7 of 249 comments (clear)

  1. So... replace a $1000 laptop with a $2000 device? by Fallen+Kell · · Score: 4, Interesting

    And not only that, the $2000 device can't even do what the $1000 laptop could.... I just don't see this going very far. Maybe if it cost $600-800.

    --
    We were all warned a long time ago that MS products sucked, remember the Magic 8 Ball said, "Outlook not so good"
  2. Fuck the NoteBook, Transform the DS. by Rachel+Lucid · · Score: 3, Interesting

    Literally almost everyone who's going to be in this market already has a DS, and it's about the right size... a small cartridge loaded with a PDA-style application or three could clean up nicely. It's not going to be a laptop, but it's a nice cheap in-between that with a few key features could clean up big time.

  3. nokia n800 by joetheguy · · Score: 3, Interesting

    I have a nokia n800 and love it. It can easily fit in a jacket pocket or a bag without having to think about it. Its big screen, wifi, and bluetooth, make surfing the web a breeze. I use it a lot to read news and documentation in coffee shops or on trains. With a folding bluetooth keyboard, or the on screen one, I can easily write quick notes or docs. And its linux and comes with a full featured terminal I can use to SSH into work and get some things done. Plus its only $400

    The genius of the n800 I think is that it is not a laptop and not a pda. It is its own class of device, with a UI designed specificly for its small high resolution screen, touch screen, and set of buttons.

    I am still waiting for a computer that looks like a small book, but where the screen itself folds in half, to become a tablet with a reasonable screen size. Apple dreamed of such a device called the Knowledge Navigator years ago in the following video, and I hope display and voice recognition technology will make this something real within the next 5 years.
    http://youtube.com/watch?v=3WdS4TscWH8

  4. Doomed by the iPhone? by wsanders · · Score: 1, Interesting

    Ok, this thing will replace my Blackberry and my Palm and maybe my phone, and it weighs ONE AND A HALF POUNDS?

    I have a feeling the iPhone will be able to do all this gizmo does, at a fraction of the weight and cost, a bit slower perhaps, but at 10x the [babe version of yor choice]-magnet factor.

    I'm not trying to plug iPhones, but what kind of cool stuff has Vulcan lately, versus Apple? (Besides spiffing up downtown Seattle.)

    --
    Give a man a fish and you have fed him for today. Teach a man to fish, and he'll say "WHERE'S MY FISH, YOU IDIOT?"
  5. Re:So... replace a $1000 laptop with a $2000 devic by DDLKermit007 · · Score: 2, Interesting

    Yeah this thing looks like it does less than the last Fujitsu P1000 which is just slightly wider (barely larger footprint than a paperback book), and has a touch screen which is an anchient 800mhz Transmeta system. This isn't even replacing a $1000 item with a $2000 item. This is at most a $400 item these days. For $2000 I could get a highly pimped out Fujitsu Lifebook P7230 (I dig Fujitsu's sub-notebooks, rugged lil bastards) that does everything that does, has a whole fucking lot more, and the only drawback would be a slightly larger system (would be even smaller if they dropped the optical drive).

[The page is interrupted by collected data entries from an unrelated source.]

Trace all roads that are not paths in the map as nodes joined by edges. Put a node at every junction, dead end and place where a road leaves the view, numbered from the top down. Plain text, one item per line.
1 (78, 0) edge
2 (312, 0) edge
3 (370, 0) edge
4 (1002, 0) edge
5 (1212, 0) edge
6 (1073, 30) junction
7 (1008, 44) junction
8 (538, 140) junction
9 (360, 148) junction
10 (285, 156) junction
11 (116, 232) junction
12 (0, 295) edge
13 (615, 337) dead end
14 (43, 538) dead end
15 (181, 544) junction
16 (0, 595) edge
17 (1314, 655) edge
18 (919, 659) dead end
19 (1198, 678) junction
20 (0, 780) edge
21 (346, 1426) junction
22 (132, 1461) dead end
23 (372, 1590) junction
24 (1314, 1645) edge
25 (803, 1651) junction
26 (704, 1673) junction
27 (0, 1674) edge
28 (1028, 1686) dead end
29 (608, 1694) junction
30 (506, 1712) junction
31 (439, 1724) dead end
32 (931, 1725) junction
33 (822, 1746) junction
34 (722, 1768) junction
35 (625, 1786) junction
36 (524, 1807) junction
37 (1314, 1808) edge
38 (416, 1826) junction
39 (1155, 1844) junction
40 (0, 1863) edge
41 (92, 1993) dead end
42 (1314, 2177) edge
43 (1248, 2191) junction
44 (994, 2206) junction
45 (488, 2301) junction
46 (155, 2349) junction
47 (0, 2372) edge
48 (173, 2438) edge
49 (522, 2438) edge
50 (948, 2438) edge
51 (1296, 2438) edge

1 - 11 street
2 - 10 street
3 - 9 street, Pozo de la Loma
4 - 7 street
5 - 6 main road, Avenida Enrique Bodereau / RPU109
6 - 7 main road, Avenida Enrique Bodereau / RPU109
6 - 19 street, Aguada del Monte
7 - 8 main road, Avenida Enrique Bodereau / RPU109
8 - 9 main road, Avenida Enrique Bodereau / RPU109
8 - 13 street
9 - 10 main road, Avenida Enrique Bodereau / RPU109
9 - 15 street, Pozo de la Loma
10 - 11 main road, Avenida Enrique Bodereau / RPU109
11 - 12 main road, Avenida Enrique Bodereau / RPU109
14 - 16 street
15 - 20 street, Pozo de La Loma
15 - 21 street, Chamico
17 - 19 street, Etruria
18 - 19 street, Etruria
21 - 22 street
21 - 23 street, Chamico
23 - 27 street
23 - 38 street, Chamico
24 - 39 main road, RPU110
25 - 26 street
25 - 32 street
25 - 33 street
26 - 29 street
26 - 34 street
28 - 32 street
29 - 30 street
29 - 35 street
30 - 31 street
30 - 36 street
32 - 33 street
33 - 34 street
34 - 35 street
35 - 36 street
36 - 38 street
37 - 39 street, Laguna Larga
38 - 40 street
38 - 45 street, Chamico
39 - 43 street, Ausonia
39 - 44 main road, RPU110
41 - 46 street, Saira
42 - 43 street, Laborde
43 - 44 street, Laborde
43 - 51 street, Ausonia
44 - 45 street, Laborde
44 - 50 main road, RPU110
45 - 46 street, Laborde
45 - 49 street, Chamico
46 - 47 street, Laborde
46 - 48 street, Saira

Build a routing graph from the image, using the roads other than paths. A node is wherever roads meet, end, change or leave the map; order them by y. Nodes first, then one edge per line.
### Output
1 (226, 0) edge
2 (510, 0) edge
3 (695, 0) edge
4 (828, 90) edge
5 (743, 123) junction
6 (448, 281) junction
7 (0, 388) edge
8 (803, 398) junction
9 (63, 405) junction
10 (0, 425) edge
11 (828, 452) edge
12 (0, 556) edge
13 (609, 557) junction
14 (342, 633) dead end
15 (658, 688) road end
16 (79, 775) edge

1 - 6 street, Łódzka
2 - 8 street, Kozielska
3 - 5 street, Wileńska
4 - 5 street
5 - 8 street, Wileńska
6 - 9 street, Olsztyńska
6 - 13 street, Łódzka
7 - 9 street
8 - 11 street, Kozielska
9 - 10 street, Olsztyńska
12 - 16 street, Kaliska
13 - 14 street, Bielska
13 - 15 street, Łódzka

  6. Re:Get an OQO instead by speculatrix · · Score: 3, Interesting

    I've heard good things about the OQO's features, but not about its build quality.. has the 02 improved in that respect?

  7. Re:The Sub-Notebook returns! by trenien · · Score: 2, Interesting
    Actually, the sony subnotebook's problem was its target.

    It was, and its category of computers still is, very successful in Japan. Over here, size does matter. Very much so.